GNU General Public License v3.0
18 stars 3 forks source link

Segfault mid build for certain sample sets #8

Open Phelimb opened 6 years ago

Phelimb commented 6 years ago

I've been running some benchmarking of SSBT ebd4e0bfecc966225e0298f8d25f7ef9c6c57422 and found that it errors on some sets of samples, but not on supersets of the same samples.

e.g. here is the tail of building 300 microbial samples.

At node: /ssd0/benchmark/results/split-split-rec/batches/300/blooms/ERR084147.sim.bf.bv
Saving BF to /ssd0/benchmark/results/split-split-rec/batches/300/blooms/ERR1519879_union.sim.bf.bv
Saved with size: 456905777 456905777
Inserting leaf /ssd0/benchmark/results/split-split-rec/batches/300/blooms/ERR1541864.sim.bf.bv ...
At node: /ssd0/benchmark/results/split-split-rec/batches/300/blooms/DRR018016_union.sim.bf.bv
Load Size: 456905777 456905777
terminate called after throwing an instance of 'std::bad_alloc'
  what():  std::bad_alloc

However, 400 samples, which include the same 300 as above, with 100 new samples builds successfully.

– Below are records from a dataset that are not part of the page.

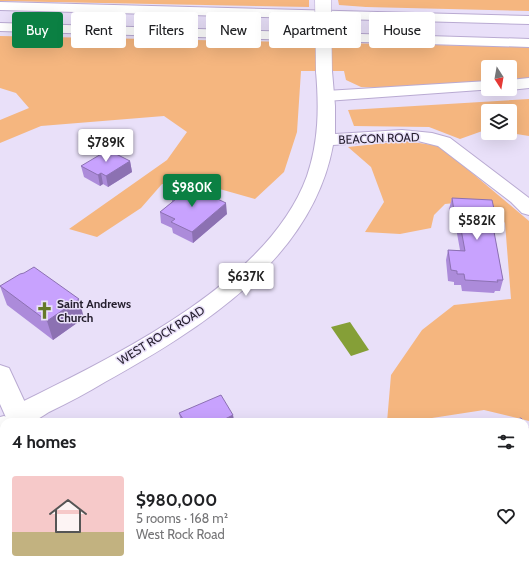 <!DOCTYPE html>
<html lang="en">
<head>
<meta charset="utf-8">
<style>
	body { margin:0; font-family:Cabin,sans-serif; background:#f6f6f6; color:#202124; height:100vh; display:flex; flex-direction:column; font-size:15px; white-space:nowrap }
	* { box-sizing:border-box; margin:0 }
	p { font-size:13px; color:#757577 }
	.icon { flex:none; width:22px; height:22px; fill:none; stroke:currentColor; stroke-width:2; stroke-linecap:round; stroke-linejoin:round }
	.map { position:relative; flex:1; overflow:hidden }
	.panel { position:absolute; left:0px; top:418px; width:529px; height:156px; display:flex; flex-direction:column; background:#fff; border-radius:12px 12px 0 0; box-shadow:0 4px 16px #0002 }
	.panel>* { flex:none }
	.top-card { position:absolute; left:12px; top:12px; width:505px; height:36px; display:flex; gap:8px }
	.needle { width:26px; rotate:169deg }
	.tools { position:absolute; left:481px; top:60px; display:grid; gap:8px }
	.tools a { display:grid; place-items:center; width:36px; height:36px; border-radius:4px; background:#fff; box-shadow:0 4px 16px #0002; font-size:20px }
	.price { position:absolute; translate:-50% -34px; padding:0 9px; border-radius:4px; background:#fff; color:#222; font-size:13px; line-height:26px; filter:drop-shadow(0 1px 2px #0008) }
	.price::after { content:''; position:absolute; left:50%; top:24px; width:12px; height:9px; margin-left:-6px; background:inherit; clip-path:polygon(0 0,100% 0,50% 100%) }
	.price.current { background:#0b8043; color:#fff }
	ul { padding:0; list-style:none }
	li { display:flex; align-items:center; gap:12px; height:100px; padding:0 12px }
	li+li { border-top:1px solid #e0e0e0 }
	li span { display:grid; place-items:center; flex:none; width:112px; height:80px; border-radius:4px; color:#555 }
	li>.icon { margin-inline-start:auto }
	span .icon { width:48px; height:48px; fill:#fffc; stroke-width:1 }
	li b { font-size:17px }
	h2 { display:flex; justify-content:space-between; align-items:center; height:48px; padding:0 12px; font-size:17px }
	.tag { padding:0 14px; border-radius:4px; background:#fff; box-shadow:0 4px 16px #0002; font-size:14px; line-height:36px }
	.tag.current { background:#0b8043; color:#fff }
	.map>svg:first-child { display:block }
	.built { fill:#e0d2f9 }
	.green { fill:#f5b67f }
	.water { fill:#859f37 }
	.lines { fill:none; stroke-linecap:round; stroke-linejoin:round }
	.minor-casing { stroke:#b9aad2; stroke-width:2 }
	.tertiary-casing { stroke:#b9aad2; stroke-width:2 }
	.primary-casing { stroke:#b9aad2; stroke-width:2 }
	.motorway-casing { stroke:#b9aad2; stroke-width:2 }
	.minor { fill:#fff; fill-rule:evenodd }
	.tertiary { fill:#fff; fill-rule:evenodd }
	.primary { fill:#fff; fill-rule:evenodd }
	.motorway { fill:#fff; fill-rule:evenodd }
	.minor-bridge-casing { stroke:#b9aad2; stroke-width:17; stroke-linecap:butt }
	.minor-bridge { stroke:#fff; stroke-width:16 }
	.wall { fill:#ac8bda }
	.shaded-wall { fill:#8c71b2 }
	.building { fill:#c8a2fe; stroke:#8c71b2 }
	.labels { text-anchor:middle; dominant-baseline:central; stroke-width:3; stroke-linejoin:round; paint-order:stroke }
	.street-label { font-size:12px; fill:#26202f; stroke:#e9e0f9 }
	.poi-label { font-size:12px; font-weight:bold; fill:#26202f; stroke:#e9e0f9; text-anchor:start }
</style>
</head>
<body>
<div class="map">
<svg width="529" height="574" viewBox="0 0 529 574">
	<rect width="100%" height="100%" fill="#e9e0f9"/>
	<!-- built -->
	<path class="built" d="M0,466L4,473V558L0,560Z"/>
	<!-- green -->
	<path class="green" d="M0,0H309V7L0,1Z
		M338,0H529V11L366,7L339,5Z
		M0,36L529,47V78L510,79V67H488V81L379,88L361,87L346,80L344,71H301L297,132L284,172L255,199L202,184H162L141,208L97,237L69,229L167,160L187,132L164,116L41,126L0,143V120L29,108L16,93L0,88Z
		M529,99V136L510,133V111H488V129L460,139L429,127L354,126L348,110Z
		M405,141L440,146L529,221V421L484,410L406,422H387L391,375L422,330L454,305L511,299L505,223L486,200L445,204L434,215L431,228L400,234L365,232L384,202L371,167L348,147Z"/>
	<!-- water -->
	<path class="water" d="M350,322L369,350L351,356L331,327Z"/>
	<g class="lines">
		<defs>
			<path id="minor" d="M324,66L329,68L332,71L335,106V134L402,130L432,133L450,138L529,198V215L522,213L511,202L438,146L418,141L402,140L333,145C312,260 200,329 105,382C87,393 68,403 49,412C44,415 36,421 30,422C24,423 16,422 9,422L6,416L10,408C108,359 267,286 307,176C319,141 319,107 316,71L319,68Z"/>
			<path id="tertiary" d="M4,416L13,419L15,422H4V440L0,441V417Z"/>
			<path id="primary" d="M0,365L9,368L34,422H8L0,404Z
				M52,570H82L83,574H53Z"/>
			<path id="motorway" d="M0,2L529,16V24L0,10Z
				M0,23L529,39V47L0,31Z
				M529,78V88L510,90L507,89H510V80Z
				M488,81V89H494L326,101L320,99L318,96L320,93L326,91Z"/>
		</defs>
		<!-- minor casing -->
		<use href="#minor" class="minor-casing"/>
		<!-- tertiary casing -->
		<use href="#tertiary" class="tertiary-casing"/>
		<!-- primary casing -->
		<use href="#primary" class="primary-casing"/>
		<!-- motorway casing -->
		<use href="#motorway" class="motorway-casing"/>
		<!-- minor -->
		<use href="#minor" class="minor"/>
		<!-- tertiary -->
		<use href="#tertiary" class="tertiary"/>
		<!-- primary -->
		<use href="#primary" class="primary"/>
		<!-- motorway -->
		<use href="#motorway" class="motorway"/>
		<defs>
			<path id="minor-bridge" d="M323,0L324,71"/>
		</defs>
		<!-- minor-bridge casing -->
		<use href="#minor-bridge" class="minor-bridge-casing"/>
		<!-- minor-bridge -->
		<use href="#minor-bridge" class="minor-bridge"/>
	</g>
	<!-- wall -->
	<path class="wall" d="M130,161L132,172L108,187L103,184L100,186L84,177L81,166Z
		M172,197L227,214L193,243L173,233L172,228L161,223L160,212L172,202Z
		M452,198L497,222L494,232L503,280L500,291H495L494,293L462,291L461,285H454V282L448,281L446,260L448,250H460L456,228H452L449,209Z
		M0,286L84,318L53,340L7,305Z
		M179,413L233,415L234,422H181Z
		M299,570H349L351,574H301Z"/>
	<!-- shaded-wall -->
	<path class="shaded-wall" d="M130,161L132,172L108,187L106,176Z
		M101,173L103,184L100,186L98,175Z
		M226,203L227,214L193,243L192,232Z
		M79,299L84,318L53,340L47,321Z
		M233,415L234,422H219Z
		M529,457V465L525,466V458Z
		M529,511V518L525,519V513Z
		M152,570H185L172,574H142V573Z"/>
	<!-- building -->
	<path class="building" d="M108,150L130,161L106,176L101,173L98,175L81,166Z
		M188,185L226,203L192,232L171,222L175,219L160,212L176,199L172,197Z
		M452,198L492,200L497,222L492,221L503,280H497L498,282L465,280L464,274H457V271L451,270L448,250L465,251L459,218L455,217Z
		M34,267L79,299L47,321L0,286L20,274L24,273Z
		M221,395L233,415L219,422H185L179,413Z
		M521,418L524,422H504Z
		M525,423L529,429V433H526L529,437V457L525,458Z
		M525,486L529,493V511L525,513Z
		M141,570H152L142,573Z
		M303,570H349L351,574H305Z"/>
	<!-- icons -->
	<defs>
		<symbol id="church-bare" viewBox="-9 -9 18 18"><path d="M-1.2-6h2.4v3.5h3.3v2.4h-3.3V6h-2.4V-.1h-3.3v-2.4h3.3Z" fill="#657929" stroke="#e9e0f9" stroke-width="2.5" paint-order="stroke"/></symbol>
	</defs>
	<g fill-rule="evenodd">
		<use href="#church-bare" x="32" y="298" width="25" height="25"/>
	</g>
	<g class="labels">
		<!-- street labels -->
		<g class="street-label">
			<text transform="translate(379 138) rotate(-2)">BEACON ROAD</text>
			<text transform="translate(161 335) rotate(-32)">WEST ROCK ROAD</text>
		</g>
		<!-- poi labels -->
		<g class="poi-label">
			<text x="57" y="303">Saint Andrews<tspan x="57" dy="14">Church</tspan></text>
		</g>
	</g>
</svg>
<div class="tools">
<a><svg class="needle" viewBox="-14 -14 28 28"><path d="M0-13l5 13h-10z" fill="#e53935"/><path d="M0 13l5-13h-10z" fill="#757577"/></svg></a>
<a><svg class="icon" aria-label="layers" viewBox="0 0 24 24"><path d="M12 4l9 5-9 5-9-5zM3 14l9 5 9-5"/></svg></a>
</div>
<b class="price" style="left:106px;top:163px">$789K</b>
<b class="price current" style="left:192px;top:208px">$980K</b>
<b class="price" style="left:477px;top:241px">$582K</b>
<b class="price" style="left:246px;top:297px">$637K</b>
<div class="top-card">
<a class="tag current">Buy</a>
<a class="tag">Rent</a>
<a class="tag">Filters</a>
<a class="tag">New</a>
<a class="tag">Apartment</a>
<a class="tag">House</a>
</div>
<section class="panel">
<h2>4 homes<svg class="icon" aria-label="filters" viewBox="0 0 24 24"><path d="M4 7h16M4 17h16"/><circle cx="9" cy="7" r="2"/><circle cx="15" cy="17" r="2"/></svg></h2>
<ul>
<li><span style="background:linear-gradient(#f6c9c9 70%,#c2b280 0)"><svg class="icon" aria-label="home" viewBox="0 0 24 24"><path d="M3 11l9-7 9 7M6 9v11h12V9"/></svg></span><div><b>$980,000</b><p>5 rooms · 168 m²</p><p>West Rock Road</p></div><svg class="icon" aria-label="heart" viewBox="0 0 24 24"><path d="M12 20l-8-8c-3-5 5-10 8-4 3-6 11-1 8 4z"/></svg></li>
</ul>
</section>
</div>
</body>
</html>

The same samples built with SBT, or with SSBT but with different bloom filter parameters also build successfully.

The same is also observed with 800 samples (so it's not a single case at N=300)

Inserting leaf /ssd0/benchmark/results/split-split-rec/batches/800/blooms/ERR039622.sim.bf.bv ...
At node: /ssd0/benchmark/results/split-split-rec/batches/800/blooms/DRR013329_union.sim.bf.bv
Load Size: 869917422 869917422
terminate called after throwing an instance of 'std::bad_alloc'
  what():  std::bad_alloc
Bradsol commented 6 years ago

Can you send me the entire log file?

Phelimb commented 6 years ago

300_samples_stderr.txt

Phelimb commented 6 years ago

Here's a successful output to contrast 400_samples_stderr.txt

Bradsol commented 6 years ago

I've seen something like this before with my own operations using a multi-threaded Slurm job manager. This occurred when only some of the threads had access to the disk in question (a larger flaw in the cluster I was working on) and the fact that this appears to be a fairly stochastic problem seems more in line with a hardware problem then a code issue.

My two questions: 1) If you rerun the same set which failed, will it fail at the exact same place? 2) Are you using a job manager to process these jobs and are the failed jobs using particular nodes?

If rerunning it on a different node works // there is a systematic problem in hardware space, let me know. I'm going to look through the code on the assumption that it's a coding issue until I hear back.